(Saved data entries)
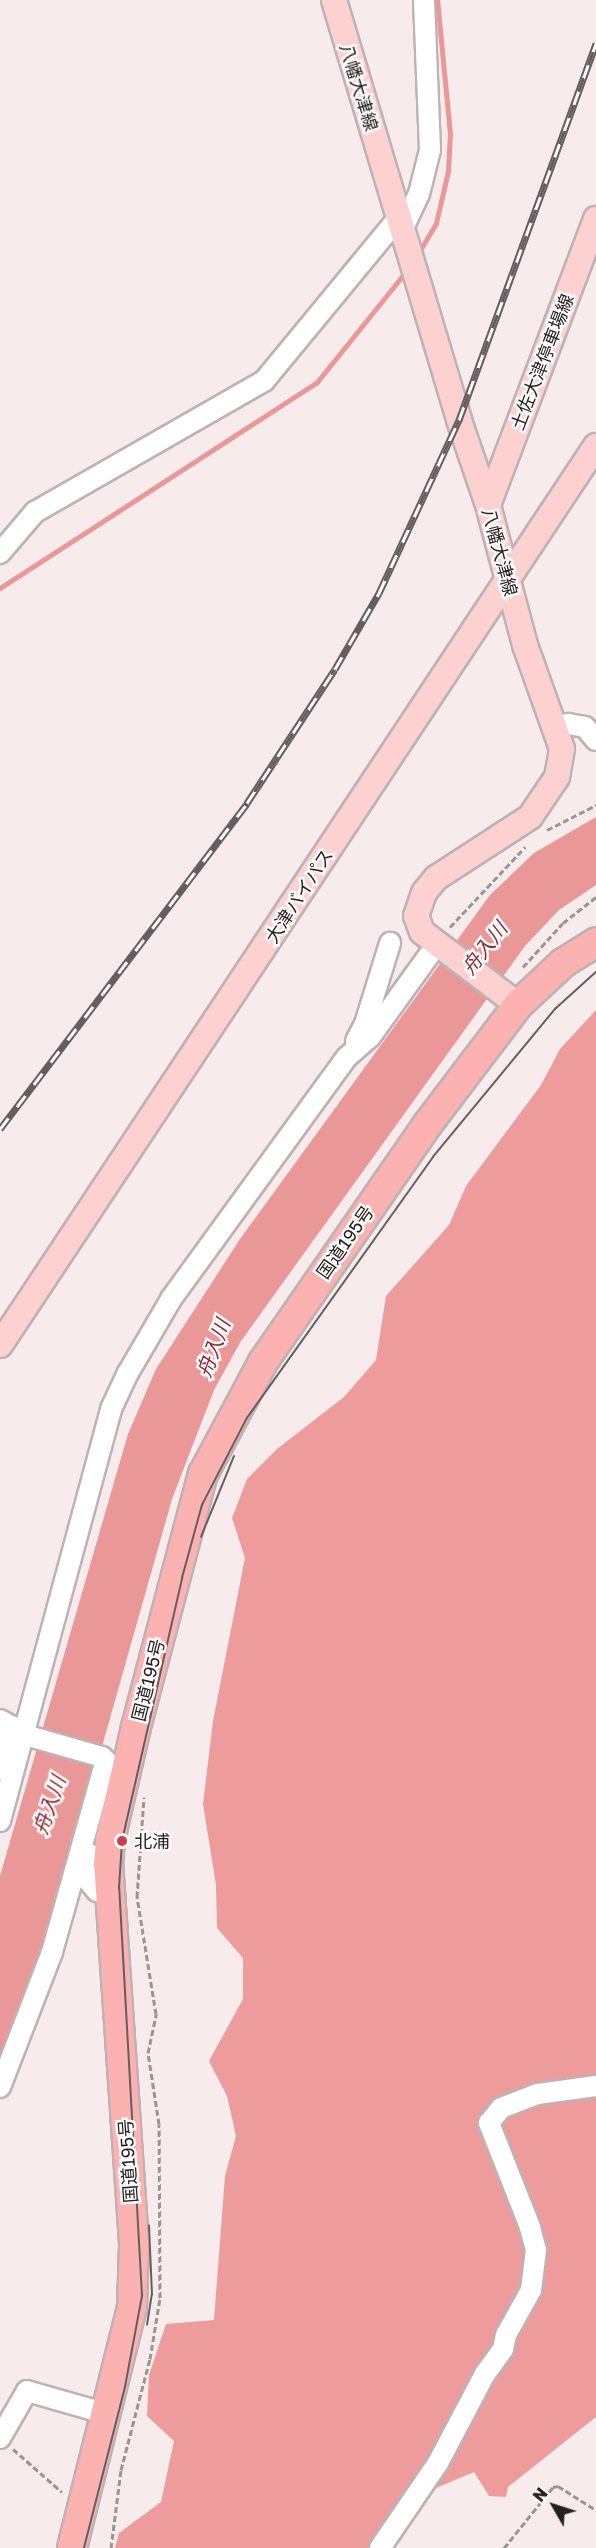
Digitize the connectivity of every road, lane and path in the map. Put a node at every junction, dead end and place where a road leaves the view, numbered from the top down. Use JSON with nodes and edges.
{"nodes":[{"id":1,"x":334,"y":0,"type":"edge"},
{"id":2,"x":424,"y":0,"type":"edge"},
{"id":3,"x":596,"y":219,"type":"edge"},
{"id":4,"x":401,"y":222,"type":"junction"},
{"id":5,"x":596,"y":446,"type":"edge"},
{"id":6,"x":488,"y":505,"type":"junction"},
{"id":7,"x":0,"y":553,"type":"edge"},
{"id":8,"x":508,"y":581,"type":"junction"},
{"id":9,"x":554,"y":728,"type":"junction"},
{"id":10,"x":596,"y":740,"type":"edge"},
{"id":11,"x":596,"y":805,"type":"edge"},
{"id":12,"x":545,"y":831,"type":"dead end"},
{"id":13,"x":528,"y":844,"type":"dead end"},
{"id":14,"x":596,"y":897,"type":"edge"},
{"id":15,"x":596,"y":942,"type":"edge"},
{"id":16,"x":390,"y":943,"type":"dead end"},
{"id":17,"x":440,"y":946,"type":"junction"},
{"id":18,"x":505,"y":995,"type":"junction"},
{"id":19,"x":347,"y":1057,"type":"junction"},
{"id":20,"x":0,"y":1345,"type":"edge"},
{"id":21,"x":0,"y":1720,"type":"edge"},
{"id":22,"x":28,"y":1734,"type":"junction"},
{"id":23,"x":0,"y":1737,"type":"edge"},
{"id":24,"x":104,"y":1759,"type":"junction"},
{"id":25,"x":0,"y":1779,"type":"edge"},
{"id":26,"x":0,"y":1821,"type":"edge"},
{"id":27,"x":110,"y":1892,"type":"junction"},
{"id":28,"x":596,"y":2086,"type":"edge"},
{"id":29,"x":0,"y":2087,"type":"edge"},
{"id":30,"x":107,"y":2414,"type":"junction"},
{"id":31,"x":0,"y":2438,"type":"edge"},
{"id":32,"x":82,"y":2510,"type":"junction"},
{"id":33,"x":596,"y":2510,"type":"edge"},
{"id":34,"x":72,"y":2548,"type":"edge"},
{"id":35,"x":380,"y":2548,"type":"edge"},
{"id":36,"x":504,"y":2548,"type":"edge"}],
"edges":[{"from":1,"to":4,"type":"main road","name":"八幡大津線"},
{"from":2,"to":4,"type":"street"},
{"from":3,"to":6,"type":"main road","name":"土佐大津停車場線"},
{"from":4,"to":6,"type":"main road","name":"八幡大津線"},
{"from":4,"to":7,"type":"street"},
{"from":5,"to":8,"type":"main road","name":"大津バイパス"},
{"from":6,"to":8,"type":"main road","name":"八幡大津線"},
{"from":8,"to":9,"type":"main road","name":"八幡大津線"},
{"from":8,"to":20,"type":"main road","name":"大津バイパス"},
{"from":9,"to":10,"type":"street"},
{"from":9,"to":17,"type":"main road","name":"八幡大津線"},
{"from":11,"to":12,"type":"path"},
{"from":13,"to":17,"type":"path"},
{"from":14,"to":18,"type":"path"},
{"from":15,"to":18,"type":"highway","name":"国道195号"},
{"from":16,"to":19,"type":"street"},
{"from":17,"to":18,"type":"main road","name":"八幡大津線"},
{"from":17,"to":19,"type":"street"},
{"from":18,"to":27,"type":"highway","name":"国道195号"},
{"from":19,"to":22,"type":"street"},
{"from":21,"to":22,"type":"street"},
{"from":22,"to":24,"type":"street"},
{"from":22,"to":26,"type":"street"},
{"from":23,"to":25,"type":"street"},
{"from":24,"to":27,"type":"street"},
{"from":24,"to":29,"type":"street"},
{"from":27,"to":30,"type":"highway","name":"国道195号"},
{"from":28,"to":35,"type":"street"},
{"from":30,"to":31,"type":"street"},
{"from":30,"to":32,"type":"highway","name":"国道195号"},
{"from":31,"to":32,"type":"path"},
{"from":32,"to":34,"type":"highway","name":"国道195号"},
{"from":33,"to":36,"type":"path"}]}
==
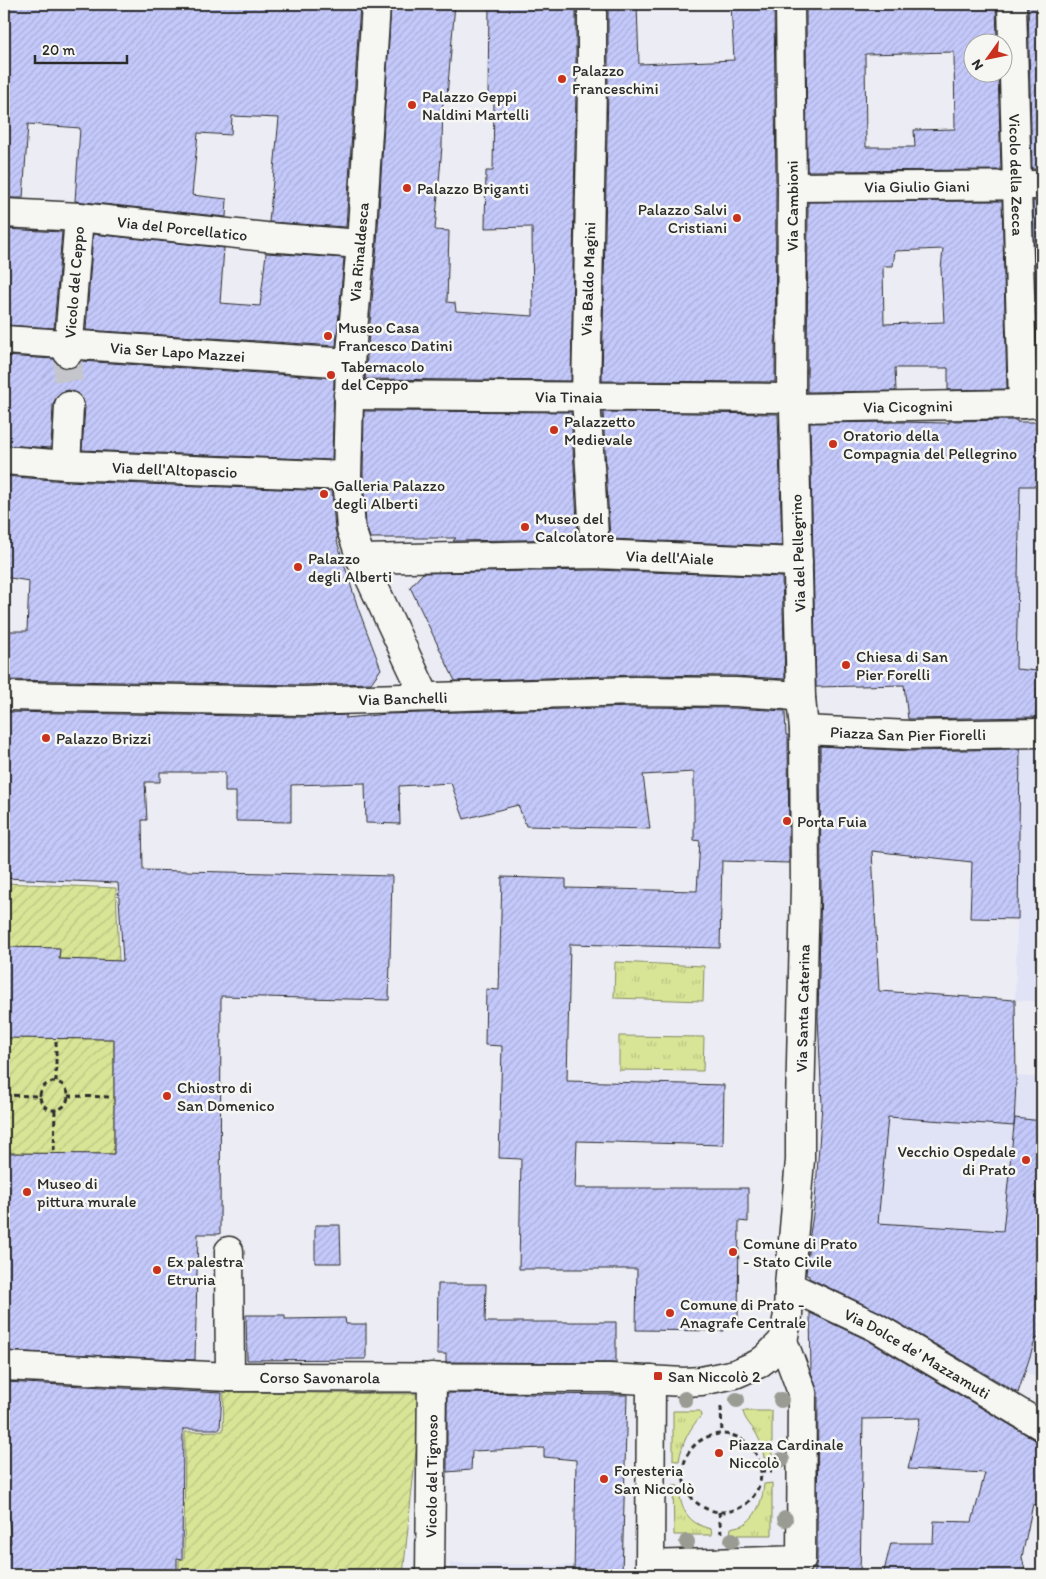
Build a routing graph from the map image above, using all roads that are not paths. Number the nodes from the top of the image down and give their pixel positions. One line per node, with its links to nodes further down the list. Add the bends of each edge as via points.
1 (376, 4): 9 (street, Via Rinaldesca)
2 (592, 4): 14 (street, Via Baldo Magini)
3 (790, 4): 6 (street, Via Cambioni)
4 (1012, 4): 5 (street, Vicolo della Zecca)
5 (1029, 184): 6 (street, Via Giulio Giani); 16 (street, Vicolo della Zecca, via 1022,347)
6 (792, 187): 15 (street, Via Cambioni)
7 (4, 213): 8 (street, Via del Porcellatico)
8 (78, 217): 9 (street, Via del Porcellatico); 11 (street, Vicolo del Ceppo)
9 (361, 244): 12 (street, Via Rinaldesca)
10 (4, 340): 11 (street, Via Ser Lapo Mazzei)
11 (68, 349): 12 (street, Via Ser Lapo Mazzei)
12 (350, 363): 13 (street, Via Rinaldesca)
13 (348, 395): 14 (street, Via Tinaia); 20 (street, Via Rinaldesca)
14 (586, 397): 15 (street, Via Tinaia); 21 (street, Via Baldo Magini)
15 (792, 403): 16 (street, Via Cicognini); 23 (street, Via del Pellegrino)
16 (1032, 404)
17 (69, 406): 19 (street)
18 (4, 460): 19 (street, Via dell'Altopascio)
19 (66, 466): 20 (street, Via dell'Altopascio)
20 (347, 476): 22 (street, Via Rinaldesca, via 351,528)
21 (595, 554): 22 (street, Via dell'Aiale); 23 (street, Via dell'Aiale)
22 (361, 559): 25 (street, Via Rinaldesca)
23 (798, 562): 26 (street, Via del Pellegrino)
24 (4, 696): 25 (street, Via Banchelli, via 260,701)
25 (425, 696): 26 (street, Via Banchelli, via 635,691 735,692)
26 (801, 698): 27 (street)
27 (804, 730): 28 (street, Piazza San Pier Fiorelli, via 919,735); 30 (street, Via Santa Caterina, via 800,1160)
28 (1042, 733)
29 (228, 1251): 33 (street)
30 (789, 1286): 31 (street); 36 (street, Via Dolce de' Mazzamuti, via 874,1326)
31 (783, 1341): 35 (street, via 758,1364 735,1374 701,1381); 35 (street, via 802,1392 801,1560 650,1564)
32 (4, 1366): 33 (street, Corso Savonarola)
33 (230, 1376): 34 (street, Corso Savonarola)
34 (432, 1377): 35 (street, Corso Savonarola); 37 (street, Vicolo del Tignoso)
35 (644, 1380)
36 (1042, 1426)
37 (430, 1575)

• _WORK ITEM_
Only a number is expected here: the tally of lines above that contain "dead". Please write nothing more.

• _ANSWER BOX_
4